ASUU accused the government of failing to release the revitalisation funds for universities; failure to deploy the University Transparency Accountability System for the payment of salaries and allowances of university lecturers.
ASUU had also demanded the release of earned allowances for its members; release of the whitepaper report of visitation panels to universities and renegotiation of the 2009 FGN/2009 agreement.
Speaking on the mass exile of lecturers from the university system, Osodeke stated, “So many lecturers are leaving to engage in farming and others; lecturers are tired of the treatment they’re receiving from the government and because of this, they are looking for alternatives. So many more will leave even after the strike too.”
The newspaper says that undisbursed loans may drive Nigeria’s debt to the World Bank from $12.72bn to $21.15bn, the PUNCH has learnt.

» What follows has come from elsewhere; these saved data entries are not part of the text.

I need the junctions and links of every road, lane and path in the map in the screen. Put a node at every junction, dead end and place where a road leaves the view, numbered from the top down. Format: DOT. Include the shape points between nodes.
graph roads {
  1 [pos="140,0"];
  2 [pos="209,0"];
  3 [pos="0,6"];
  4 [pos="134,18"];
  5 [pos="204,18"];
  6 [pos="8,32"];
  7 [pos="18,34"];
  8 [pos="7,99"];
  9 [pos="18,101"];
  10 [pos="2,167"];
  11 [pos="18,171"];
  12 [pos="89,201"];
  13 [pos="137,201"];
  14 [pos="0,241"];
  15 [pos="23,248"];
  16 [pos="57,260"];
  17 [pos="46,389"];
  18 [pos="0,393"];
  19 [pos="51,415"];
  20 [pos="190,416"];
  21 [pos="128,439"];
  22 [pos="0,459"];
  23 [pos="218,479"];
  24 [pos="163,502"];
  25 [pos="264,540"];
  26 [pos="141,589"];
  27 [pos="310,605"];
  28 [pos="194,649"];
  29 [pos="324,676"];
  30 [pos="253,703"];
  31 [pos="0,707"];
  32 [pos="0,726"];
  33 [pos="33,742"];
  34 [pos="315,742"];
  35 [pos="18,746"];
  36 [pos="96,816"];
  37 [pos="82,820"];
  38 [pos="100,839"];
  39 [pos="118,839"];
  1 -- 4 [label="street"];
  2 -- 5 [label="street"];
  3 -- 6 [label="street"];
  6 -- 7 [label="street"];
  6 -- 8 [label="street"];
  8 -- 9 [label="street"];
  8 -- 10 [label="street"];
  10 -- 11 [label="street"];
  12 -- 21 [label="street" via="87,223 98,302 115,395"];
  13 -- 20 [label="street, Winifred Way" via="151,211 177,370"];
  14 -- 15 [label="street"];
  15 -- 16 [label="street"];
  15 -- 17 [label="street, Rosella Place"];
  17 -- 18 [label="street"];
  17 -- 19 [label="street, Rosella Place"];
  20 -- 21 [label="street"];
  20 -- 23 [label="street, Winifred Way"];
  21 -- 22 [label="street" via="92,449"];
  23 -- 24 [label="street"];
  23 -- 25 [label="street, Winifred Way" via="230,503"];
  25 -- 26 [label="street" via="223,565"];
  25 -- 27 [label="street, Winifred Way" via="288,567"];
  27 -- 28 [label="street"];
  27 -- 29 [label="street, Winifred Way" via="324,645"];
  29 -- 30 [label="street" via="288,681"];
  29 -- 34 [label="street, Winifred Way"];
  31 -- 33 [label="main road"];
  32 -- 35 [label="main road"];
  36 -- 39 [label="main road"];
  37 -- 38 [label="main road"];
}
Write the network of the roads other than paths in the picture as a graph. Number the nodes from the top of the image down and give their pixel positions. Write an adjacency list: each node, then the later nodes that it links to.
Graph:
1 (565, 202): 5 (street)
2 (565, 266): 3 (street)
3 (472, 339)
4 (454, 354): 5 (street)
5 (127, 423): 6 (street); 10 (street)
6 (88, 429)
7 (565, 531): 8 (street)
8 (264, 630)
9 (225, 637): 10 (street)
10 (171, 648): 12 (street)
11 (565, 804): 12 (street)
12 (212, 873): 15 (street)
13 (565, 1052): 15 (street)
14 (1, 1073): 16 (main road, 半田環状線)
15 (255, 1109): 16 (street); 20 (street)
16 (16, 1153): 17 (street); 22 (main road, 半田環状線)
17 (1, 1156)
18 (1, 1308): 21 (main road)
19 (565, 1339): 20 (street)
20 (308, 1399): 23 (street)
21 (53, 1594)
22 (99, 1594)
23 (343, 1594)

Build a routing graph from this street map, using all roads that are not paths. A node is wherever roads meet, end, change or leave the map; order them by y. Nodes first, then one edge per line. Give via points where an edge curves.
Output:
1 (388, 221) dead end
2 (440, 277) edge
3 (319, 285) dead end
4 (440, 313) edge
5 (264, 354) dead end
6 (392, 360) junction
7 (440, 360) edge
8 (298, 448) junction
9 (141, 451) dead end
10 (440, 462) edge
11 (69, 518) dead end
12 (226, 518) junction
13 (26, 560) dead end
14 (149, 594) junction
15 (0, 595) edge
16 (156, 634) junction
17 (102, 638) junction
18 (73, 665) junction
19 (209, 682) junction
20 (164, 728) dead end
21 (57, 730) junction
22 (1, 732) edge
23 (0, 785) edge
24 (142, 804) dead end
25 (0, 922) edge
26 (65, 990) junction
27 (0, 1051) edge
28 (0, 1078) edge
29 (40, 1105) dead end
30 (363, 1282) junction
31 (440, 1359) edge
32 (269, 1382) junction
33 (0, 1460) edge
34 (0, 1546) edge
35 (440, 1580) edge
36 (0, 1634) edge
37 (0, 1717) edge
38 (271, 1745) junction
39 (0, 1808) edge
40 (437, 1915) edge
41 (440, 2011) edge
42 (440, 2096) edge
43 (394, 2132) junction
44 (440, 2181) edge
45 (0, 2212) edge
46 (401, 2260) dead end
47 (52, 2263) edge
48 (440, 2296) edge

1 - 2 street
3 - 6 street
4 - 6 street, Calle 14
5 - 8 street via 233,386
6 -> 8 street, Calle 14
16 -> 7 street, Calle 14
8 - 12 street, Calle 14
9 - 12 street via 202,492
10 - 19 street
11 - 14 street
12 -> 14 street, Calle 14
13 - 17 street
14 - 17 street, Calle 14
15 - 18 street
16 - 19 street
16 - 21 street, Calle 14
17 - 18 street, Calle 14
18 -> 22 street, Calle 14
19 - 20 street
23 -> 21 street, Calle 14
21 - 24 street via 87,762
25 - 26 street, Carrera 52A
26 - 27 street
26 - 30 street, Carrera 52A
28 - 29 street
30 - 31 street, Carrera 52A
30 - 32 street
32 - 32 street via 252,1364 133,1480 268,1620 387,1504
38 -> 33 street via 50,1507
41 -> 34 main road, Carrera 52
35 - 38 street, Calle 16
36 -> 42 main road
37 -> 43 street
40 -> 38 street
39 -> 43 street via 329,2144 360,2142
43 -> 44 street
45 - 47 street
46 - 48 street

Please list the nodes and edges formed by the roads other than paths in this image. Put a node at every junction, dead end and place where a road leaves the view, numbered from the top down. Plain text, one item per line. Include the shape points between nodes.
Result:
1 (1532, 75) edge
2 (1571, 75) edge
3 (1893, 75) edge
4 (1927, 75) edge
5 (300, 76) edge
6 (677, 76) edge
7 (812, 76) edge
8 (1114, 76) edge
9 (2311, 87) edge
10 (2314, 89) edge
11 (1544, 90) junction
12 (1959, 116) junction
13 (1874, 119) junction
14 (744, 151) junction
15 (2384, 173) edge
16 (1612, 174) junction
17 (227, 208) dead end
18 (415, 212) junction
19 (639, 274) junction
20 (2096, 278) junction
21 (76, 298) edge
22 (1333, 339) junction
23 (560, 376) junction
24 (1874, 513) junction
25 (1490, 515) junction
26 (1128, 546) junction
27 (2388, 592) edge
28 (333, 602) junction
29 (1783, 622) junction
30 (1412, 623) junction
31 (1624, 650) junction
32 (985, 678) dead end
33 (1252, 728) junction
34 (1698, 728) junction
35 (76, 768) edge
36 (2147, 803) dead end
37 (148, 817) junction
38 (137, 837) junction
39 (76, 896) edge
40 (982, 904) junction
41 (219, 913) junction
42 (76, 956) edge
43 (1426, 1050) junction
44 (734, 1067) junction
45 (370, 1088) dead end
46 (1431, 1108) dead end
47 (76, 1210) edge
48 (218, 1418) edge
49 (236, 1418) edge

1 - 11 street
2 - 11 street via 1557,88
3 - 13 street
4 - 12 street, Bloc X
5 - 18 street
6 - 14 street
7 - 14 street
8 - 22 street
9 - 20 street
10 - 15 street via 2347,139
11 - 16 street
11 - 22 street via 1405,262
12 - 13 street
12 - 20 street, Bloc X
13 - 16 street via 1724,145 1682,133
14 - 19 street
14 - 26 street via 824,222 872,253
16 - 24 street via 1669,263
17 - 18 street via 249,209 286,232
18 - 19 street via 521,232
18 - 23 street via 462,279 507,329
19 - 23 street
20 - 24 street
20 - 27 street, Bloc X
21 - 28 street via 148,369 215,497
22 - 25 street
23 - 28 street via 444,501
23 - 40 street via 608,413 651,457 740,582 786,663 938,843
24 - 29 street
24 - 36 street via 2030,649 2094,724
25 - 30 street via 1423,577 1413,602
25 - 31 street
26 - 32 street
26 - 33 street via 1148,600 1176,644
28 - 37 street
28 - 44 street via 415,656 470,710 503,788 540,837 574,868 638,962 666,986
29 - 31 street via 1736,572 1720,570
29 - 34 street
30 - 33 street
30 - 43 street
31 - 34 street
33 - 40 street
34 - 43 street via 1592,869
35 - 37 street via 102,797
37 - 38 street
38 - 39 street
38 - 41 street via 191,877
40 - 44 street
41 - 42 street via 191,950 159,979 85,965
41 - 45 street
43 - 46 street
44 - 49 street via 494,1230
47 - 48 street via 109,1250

This shows that the yet-to-be disbursed loans can increase Nigeria’s debt to the lending institution by 66.27 per cent.
The audited financial statements of the World Bank for the fiscal year 2022 showed that the bank was yet to disburse about $8.12bn to Nigeria as of June 30, 2022.
A breakdown further showed that the undisbursed loans included $7.60bn from the International Development Association, IDA, and $514m from the International Bank for Reconstruction and Development, IBRD.
These undisbursed loans encompass loans approved but not signed as well as the signed loan commitments.
Explaining the reason for the yet-to-be disbursed loans, particularly the signed loan commitments, the bank said that these “loans are not effective and disbursements do not start until the borrowers and/or guarantors take certain actions and furnish documents.”
The IBRD and the IDA, which make up the World Bank, have, over the years, advanced loans to Nigeria.
The IBRD lends to governments of middle-income and creditworthy low-income countries, while the IDA provides concessionary loans – called credits – and grants to governments of the poorest countries.
The Debt Management Office had disclosed that Nigeria’s debt to the Washington-based bank was $12.72bn as of March 31, 2022.